**Extracted material**
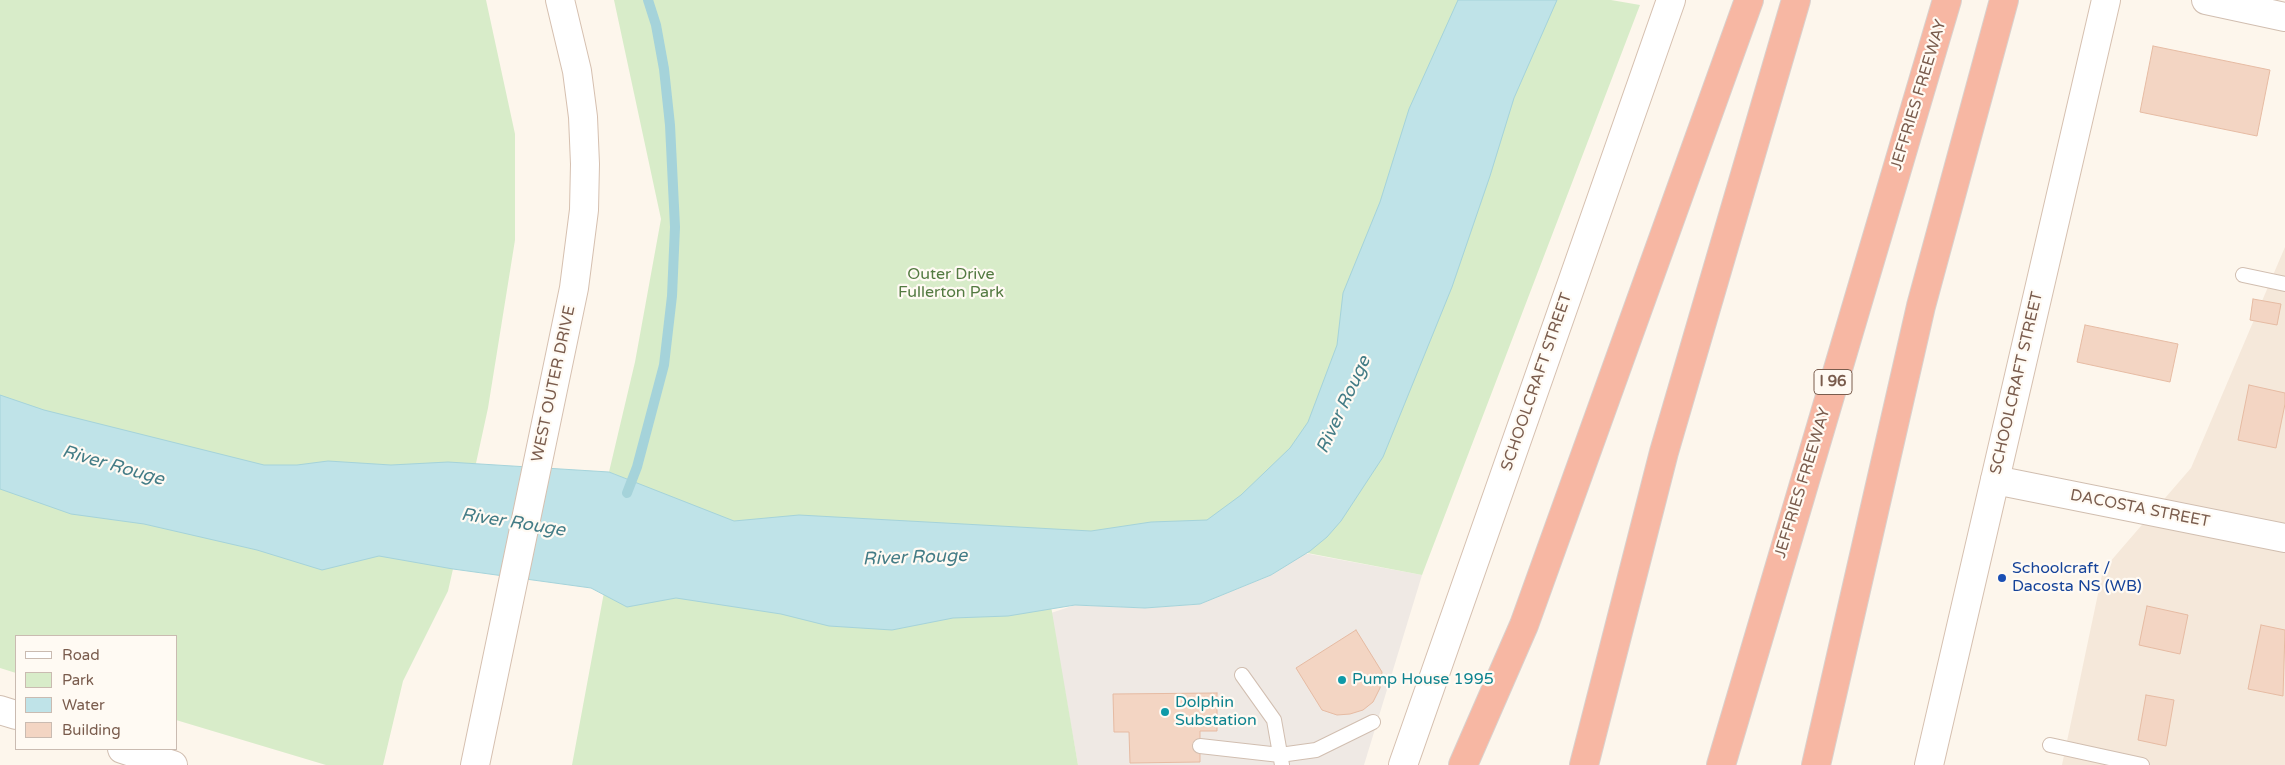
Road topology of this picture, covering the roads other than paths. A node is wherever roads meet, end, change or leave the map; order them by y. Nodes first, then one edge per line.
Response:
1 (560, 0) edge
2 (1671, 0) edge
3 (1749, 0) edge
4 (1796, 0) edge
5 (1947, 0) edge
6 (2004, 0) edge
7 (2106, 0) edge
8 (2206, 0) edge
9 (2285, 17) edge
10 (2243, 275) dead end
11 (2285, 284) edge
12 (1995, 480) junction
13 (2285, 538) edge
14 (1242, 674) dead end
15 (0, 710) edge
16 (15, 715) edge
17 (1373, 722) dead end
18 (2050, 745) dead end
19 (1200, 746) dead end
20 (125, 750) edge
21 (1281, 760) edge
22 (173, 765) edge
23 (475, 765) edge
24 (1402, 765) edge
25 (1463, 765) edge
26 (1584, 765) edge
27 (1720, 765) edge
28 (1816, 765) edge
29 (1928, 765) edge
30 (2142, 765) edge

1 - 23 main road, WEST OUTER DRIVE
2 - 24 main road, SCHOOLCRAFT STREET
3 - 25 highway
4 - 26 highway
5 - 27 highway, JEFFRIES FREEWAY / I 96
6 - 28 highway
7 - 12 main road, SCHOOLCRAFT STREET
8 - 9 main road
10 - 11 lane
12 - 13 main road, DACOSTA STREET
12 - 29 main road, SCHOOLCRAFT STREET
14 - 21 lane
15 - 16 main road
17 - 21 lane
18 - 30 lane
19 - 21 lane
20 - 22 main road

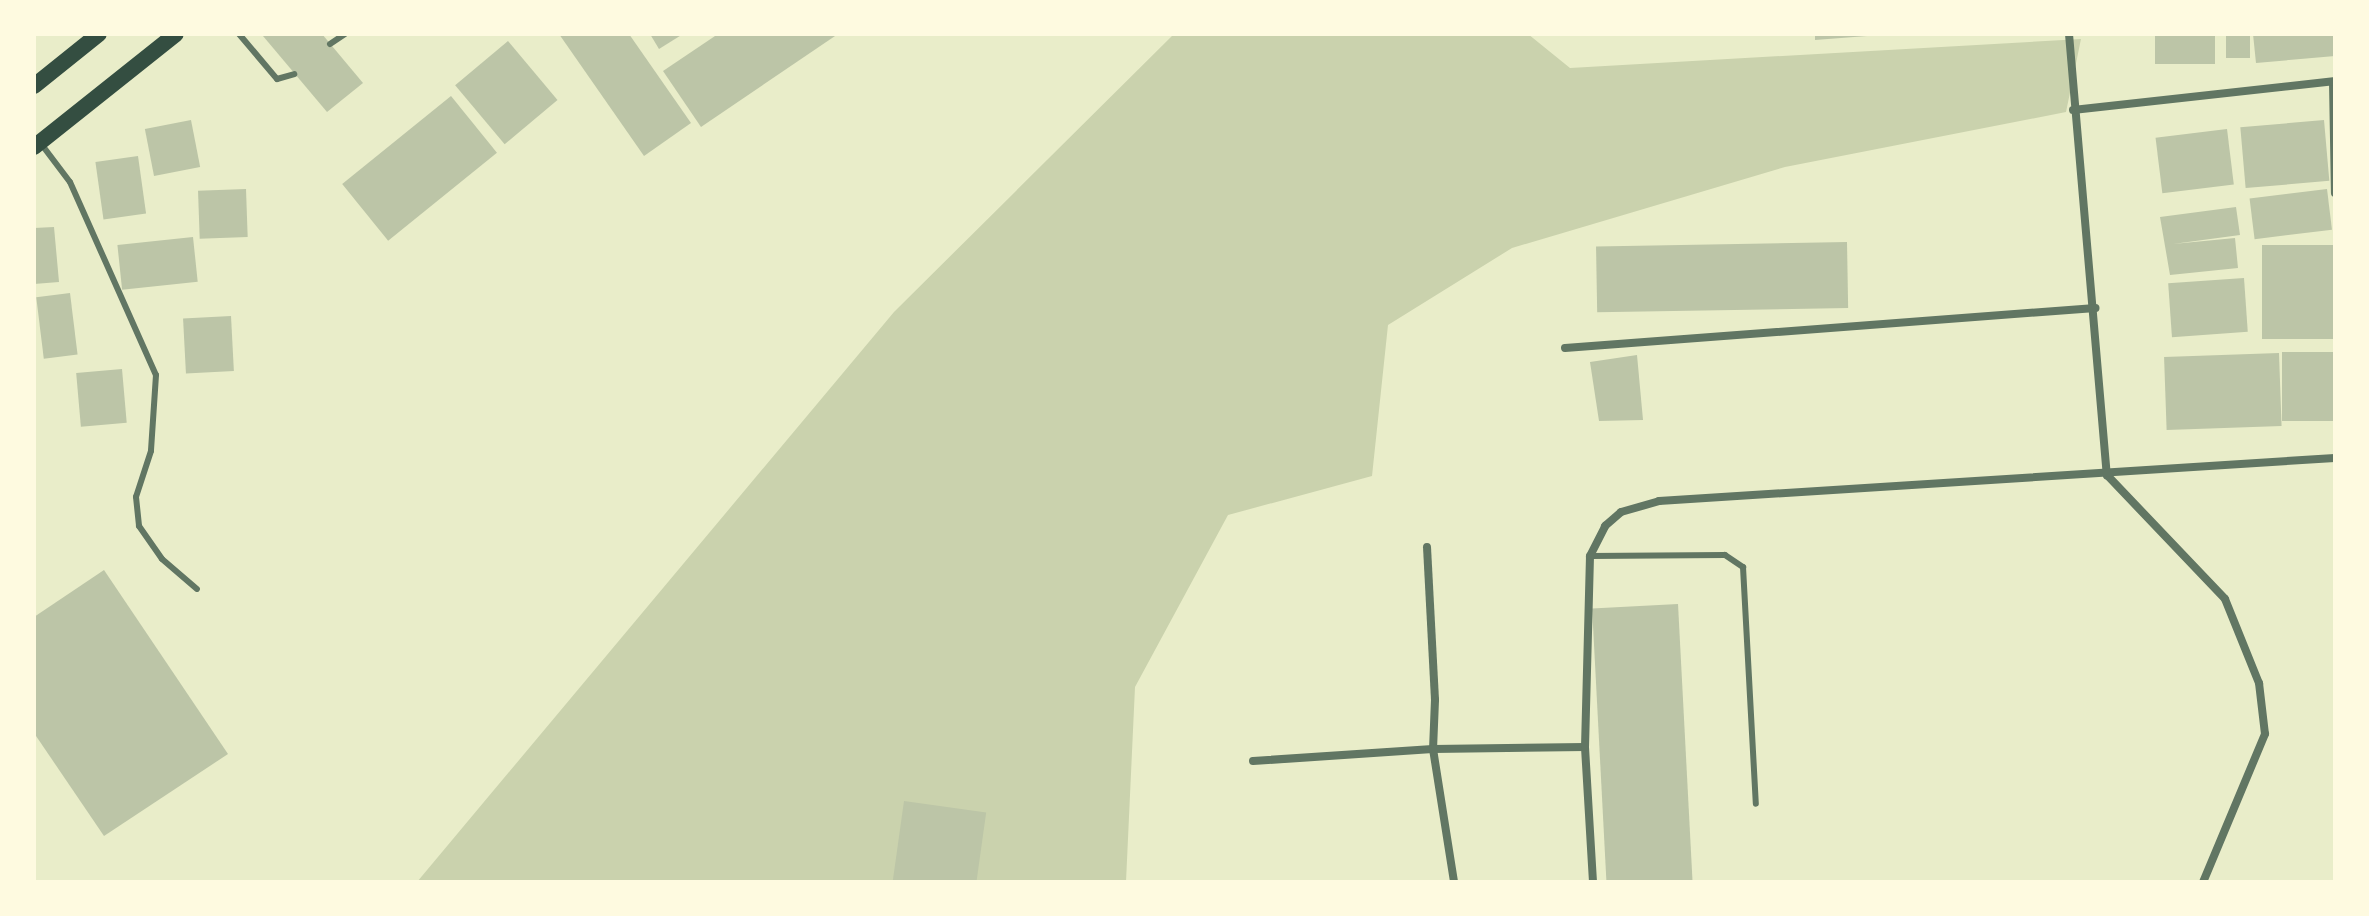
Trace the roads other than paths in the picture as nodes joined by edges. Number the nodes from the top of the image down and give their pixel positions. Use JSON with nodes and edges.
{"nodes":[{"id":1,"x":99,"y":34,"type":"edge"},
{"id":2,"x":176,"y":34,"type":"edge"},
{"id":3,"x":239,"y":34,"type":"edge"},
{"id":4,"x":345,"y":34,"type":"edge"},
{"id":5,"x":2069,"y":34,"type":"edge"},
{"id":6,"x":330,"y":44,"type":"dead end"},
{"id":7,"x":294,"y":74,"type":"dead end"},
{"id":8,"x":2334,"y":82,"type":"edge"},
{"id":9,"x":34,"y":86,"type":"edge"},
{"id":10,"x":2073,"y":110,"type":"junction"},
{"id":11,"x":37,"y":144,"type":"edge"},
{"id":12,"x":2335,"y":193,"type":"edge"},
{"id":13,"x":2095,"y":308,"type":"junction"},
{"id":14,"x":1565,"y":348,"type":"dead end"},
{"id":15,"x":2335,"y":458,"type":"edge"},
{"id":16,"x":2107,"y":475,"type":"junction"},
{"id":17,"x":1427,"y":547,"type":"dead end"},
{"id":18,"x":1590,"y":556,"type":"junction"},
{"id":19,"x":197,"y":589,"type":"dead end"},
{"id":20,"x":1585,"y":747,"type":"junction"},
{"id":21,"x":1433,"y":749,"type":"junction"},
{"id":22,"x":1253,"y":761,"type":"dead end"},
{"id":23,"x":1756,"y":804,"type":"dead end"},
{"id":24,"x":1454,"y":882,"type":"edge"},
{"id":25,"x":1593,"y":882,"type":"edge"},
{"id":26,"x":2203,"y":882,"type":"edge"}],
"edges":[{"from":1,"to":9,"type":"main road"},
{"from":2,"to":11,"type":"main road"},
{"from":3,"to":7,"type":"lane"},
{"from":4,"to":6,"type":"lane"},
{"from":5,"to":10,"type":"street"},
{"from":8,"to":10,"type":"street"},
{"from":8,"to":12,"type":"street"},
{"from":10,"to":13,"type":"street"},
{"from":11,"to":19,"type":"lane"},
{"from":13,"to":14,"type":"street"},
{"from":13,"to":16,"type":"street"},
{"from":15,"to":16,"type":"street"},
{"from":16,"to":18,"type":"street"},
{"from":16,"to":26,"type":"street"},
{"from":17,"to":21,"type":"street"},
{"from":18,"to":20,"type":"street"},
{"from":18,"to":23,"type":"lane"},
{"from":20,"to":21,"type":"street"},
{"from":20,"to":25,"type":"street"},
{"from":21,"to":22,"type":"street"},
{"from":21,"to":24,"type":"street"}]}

**Assigned task**
Your reply should hold only the records, duplicated exactly, without any image.

**Result**
Road topology of this picture, covering the roads other than paths. A node is wherever roads meet, end, change or leave the map; order them by y. Nodes first, then one edge per line.
Response:
1 (560, 0) edge
2 (1671, 0) edge
3 (1749, 0) edge
4 (1796, 0) edge
5 (1947, 0) edge
6 (2004, 0) edge
7 (2106, 0) edge
8 (2206, 0) edge
9 (2285, 17) edge
10 (2243, 275) dead end
11 (2285, 284) edge
12 (1995, 480) junction
13 (2285, 538) edge
14 (1242, 674) dead end
15 (0, 710) edge
16 (15, 715) edge
17 (1373, 722) dead end
18 (2050, 745) dead end
19 (1200, 746) dead end
20 (125, 750) edge
21 (1281, 760) edge
22 (173, 765) edge
23 (475, 765) edge
24 (1402, 765) edge
25 (1463, 765) edge
26 (1584, 765) edge
27 (1720, 765) edge
28 (1816, 765) edge
29 (1928, 765) edge
30 (2142, 765) edge

1 - 23 main road, WEST OUTER DRIVE
2 - 24 main road, SCHOOLCRAFT STREET
3 - 25 highway
4 - 26 highway
5 - 27 highway, JEFFRIES FREEWAY / I 96
6 - 28 highway
7 - 12 main road, SCHOOLCRAFT STREET
8 - 9 main road
10 - 11 lane
12 - 13 main road, DACOSTA STREET
12 - 29 main road, SCHOOLCRAFT STREET
14 - 21 lane
15 - 16 main road
17 - 21 lane
18 - 30 lane
19 - 21 lane
20 - 22 main road

Trace the roads other than paths in the picture as nodes joined by edges. Number the nodes from the top of the image down and give their pixel positions. Use JSON with nodes and edges.
{"nodes":[{"id":1,"x":99,"y":34,"type":"edge"},
{"id":2,"x":176,"y":34,"type":"edge"},
{"id":3,"x":239,"y":34,"type":"edge"},
{"id":4,"x":345,"y":34,"type":"edge"},
{"id":5,"x":2069,"y":34,"type":"edge"},
{"id":6,"x":330,"y":44,"type":"dead end"},
{"id":7,"x":294,"y":74,"type":"dead end"},
{"id":8,"x":2334,"y":82,"type":"edge"},
{"id":9,"x":34,"y":86,"type":"edge"},
{"id":10,"x":2073,"y":110,"type":"junction"},
{"id":11,"x":37,"y":144,"type":"edge"},
{"id":12,"x":2335,"y":193,"type":"edge"},
{"id":13,"x":2095,"y":308,"type":"junction"},
{"id":14,"x":1565,"y":348,"type":"dead end"},
{"id":15,"x":2335,"y":458,"type":"edge"},
{"id":16,"x":2107,"y":475,"type":"junction"},
{"id":17,"x":1427,"y":547,"type":"dead end"},
{"id":18,"x":1590,"y":556,"type":"junction"},
{"id":19,"x":197,"y":589,"type":"dead end"},
{"id":20,"x":1585,"y":747,"type":"junction"},
{"id":21,"x":1433,"y":749,"type":"junction"},
{"id":22,"x":1253,"y":761,"type":"dead end"},
{"id":23,"x":1756,"y":804,"type":"dead end"},
{"id":24,"x":1454,"y":882,"type":"edge"},
{"id":25,"x":1593,"y":882,"type":"edge"},
{"id":26,"x":2203,"y":882,"type":"edge"}],
"edges":[{"from":1,"to":9,"type":"main road"},
{"from":2,"to":11,"type":"main road"},
{"from":3,"to":7,"type":"lane"},
{"from":4,"to":6,"type":"lane"},
{"from":5,"to":10,"type":"street"},
{"from":8,"to":10,"type":"street"},
{"from":8,"to":12,"type":"street"},
{"from":10,"to":13,"type":"street"},
{"from":11,"to":19,"type":"lane"},
{"from":13,"to":14,"type":"street"},
{"from":13,"to":16,"type":"street"},
{"from":15,"to":16,"type":"street"},
{"from":16,"to":18,"type":"street"},
{"from":16,"to":26,"type":"street"},
{"from":17,"to":21,"type":"street"},
{"from":18,"to":20,"type":"street"},
{"from":18,"to":23,"type":"lane"},
{"from":20,"to":21,"type":"street"},
{"from":20,"to":25,"type":"street"},
{"from":21,"to":22,"type":"street"},
{"from":21,"to":24,"type":"street"}]}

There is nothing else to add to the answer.